(Per-instance keypoint data)
********

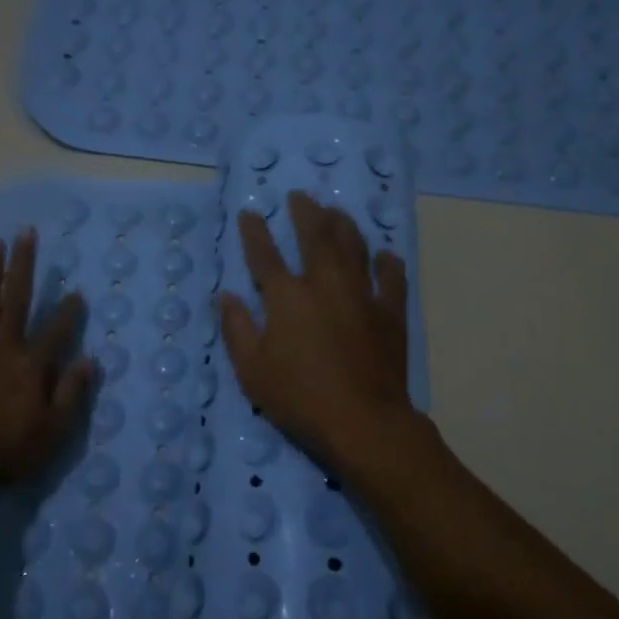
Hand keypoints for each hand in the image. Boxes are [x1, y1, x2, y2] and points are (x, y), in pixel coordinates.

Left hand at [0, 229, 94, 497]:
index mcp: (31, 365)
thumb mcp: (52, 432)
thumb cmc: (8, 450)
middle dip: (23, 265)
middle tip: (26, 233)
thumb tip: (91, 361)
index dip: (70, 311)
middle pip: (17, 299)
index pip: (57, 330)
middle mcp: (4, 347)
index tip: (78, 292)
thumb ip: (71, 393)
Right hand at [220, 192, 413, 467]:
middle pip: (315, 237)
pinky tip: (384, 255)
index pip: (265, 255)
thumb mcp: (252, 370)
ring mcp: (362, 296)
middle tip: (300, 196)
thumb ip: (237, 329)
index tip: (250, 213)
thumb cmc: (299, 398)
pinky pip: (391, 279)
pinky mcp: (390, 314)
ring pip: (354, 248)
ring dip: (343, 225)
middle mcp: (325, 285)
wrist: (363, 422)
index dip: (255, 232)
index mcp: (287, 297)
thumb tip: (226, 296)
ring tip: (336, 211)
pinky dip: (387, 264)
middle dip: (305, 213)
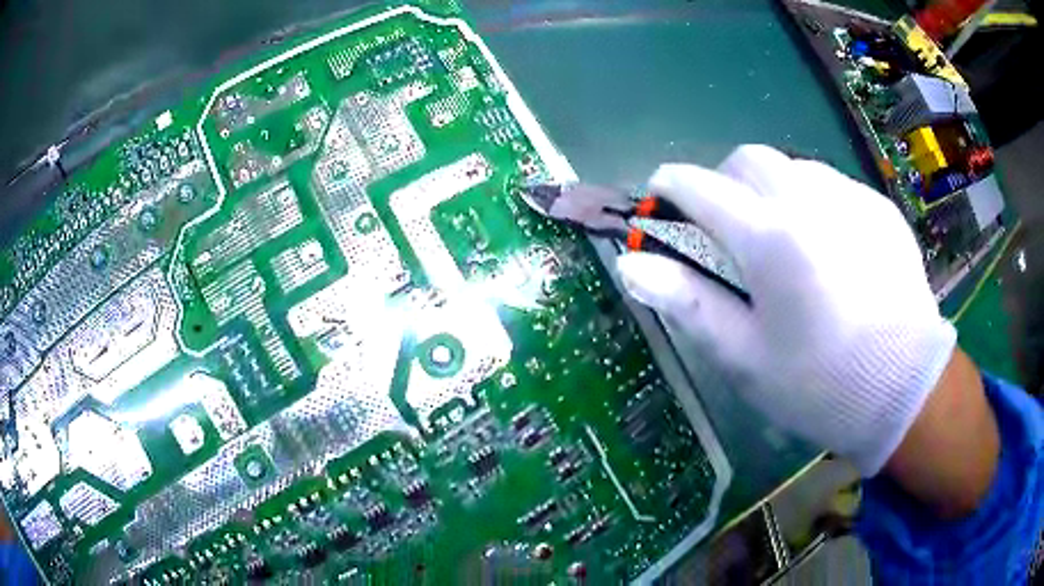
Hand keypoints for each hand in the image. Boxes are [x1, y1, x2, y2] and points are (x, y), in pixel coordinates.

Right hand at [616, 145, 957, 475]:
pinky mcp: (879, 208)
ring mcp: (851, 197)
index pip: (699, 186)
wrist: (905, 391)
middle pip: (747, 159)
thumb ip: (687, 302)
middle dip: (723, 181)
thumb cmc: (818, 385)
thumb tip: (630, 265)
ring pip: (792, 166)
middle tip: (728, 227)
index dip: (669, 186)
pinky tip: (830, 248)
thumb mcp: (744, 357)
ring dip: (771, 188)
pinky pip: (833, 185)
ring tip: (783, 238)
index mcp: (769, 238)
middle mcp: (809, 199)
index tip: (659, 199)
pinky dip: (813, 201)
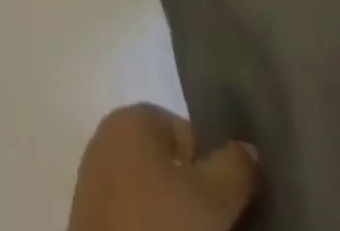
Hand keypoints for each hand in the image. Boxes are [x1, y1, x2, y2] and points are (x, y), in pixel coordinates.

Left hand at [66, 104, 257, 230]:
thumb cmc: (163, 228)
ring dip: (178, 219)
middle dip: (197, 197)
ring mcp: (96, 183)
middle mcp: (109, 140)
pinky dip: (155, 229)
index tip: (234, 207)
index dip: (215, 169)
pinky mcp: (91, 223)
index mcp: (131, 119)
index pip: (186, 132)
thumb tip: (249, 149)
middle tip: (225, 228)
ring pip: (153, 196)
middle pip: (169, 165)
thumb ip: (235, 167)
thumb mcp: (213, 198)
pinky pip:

********

TASK BRIEF:
The response should consist of the entries above, given again exactly and free of pictures.

REPLY:
Hand keypoints for each hand in the image. Boxes are [x1, y1, x2, y2] and points are (x, y), in pixel coordinates.

Left hand at [0, 229, 94, 497]:
index mcp: (31, 365)
thumb mcp: (52, 432)
thumb cmc: (8, 450)
middle dip: (23, 265)
middle tip: (26, 233)
thumb tip: (91, 361)
index dip: (70, 311)
middle pip: (17, 299)
index pip: (57, 330)
middle mcp: (4, 347)
index tip: (78, 292)
thumb ip: (71, 393)
Right hand at [220, 192, 413, 467]:
middle pip: (315, 237)
pinky tip: (384, 255)
index pip: (265, 255)
thumb mcp: (252, 370)
ring mcp: (362, 296)
middle tip: (300, 196)
thumb ip: (237, 329)
index tip: (250, 213)
thumb cmc: (299, 398)
pinky pip: (391, 279)
pinky mcp: (390, 314)
ring pip: (354, 248)
ring dip: (343, 225)
middle mcp: (325, 285)
wrist: (363, 422)
index dip: (255, 232)
index mcp: (287, 297)
thumb tip: (226, 296)
ring tip: (336, 211)
pinky dip: (387, 264)
middle dip: (305, 213)
Hand keypoints for each hand in the image. Boxes are [x1, y1, x2, y2] and points are (x, y), in pixel coordinates.

Right hand at [616, 145, 957, 475]:
pinky mcp: (879, 208)
ring mcp: (851, 197)
index pip: (699, 186)
wrist: (905, 391)
middle pip: (747, 159)
thumb ip: (687, 302)
middle dip: (723, 181)
thumb cmc: (818, 385)
thumb tip: (630, 265)
ring pip: (792, 166)
middle tip: (728, 227)
index dip: (669, 186)
pinky tip: (830, 248)
thumb mcp: (744, 357)
ring dip: (771, 188)
pinky pip: (833, 185)
ring tip: (783, 238)
index mcp: (769, 238)
middle mcp: (809, 199)
index tip: (659, 199)
pinky dip: (813, 201)
Hand keypoints for each hand in the image. Boxes are [x1, y1, x2, y2] and points are (x, y), in pixel coordinates.

Left hand at [66, 104, 257, 230]:
thumb cmc: (163, 228)
ring dip: (178, 219)
middle dip: (197, 197)
ring mcp: (96, 183)
middle mcp: (109, 140)
pinky dip: (155, 229)
index tip: (234, 207)
index dip: (215, 169)
pinky mcp: (91, 223)
index mcp: (131, 119)
index pip: (186, 132)
thumb tip: (249, 149)
middle tip: (225, 228)
ring pip: (153, 196)
middle pip: (169, 165)
thumb ip: (235, 167)
thumb mcp: (213, 198)
pinky pip:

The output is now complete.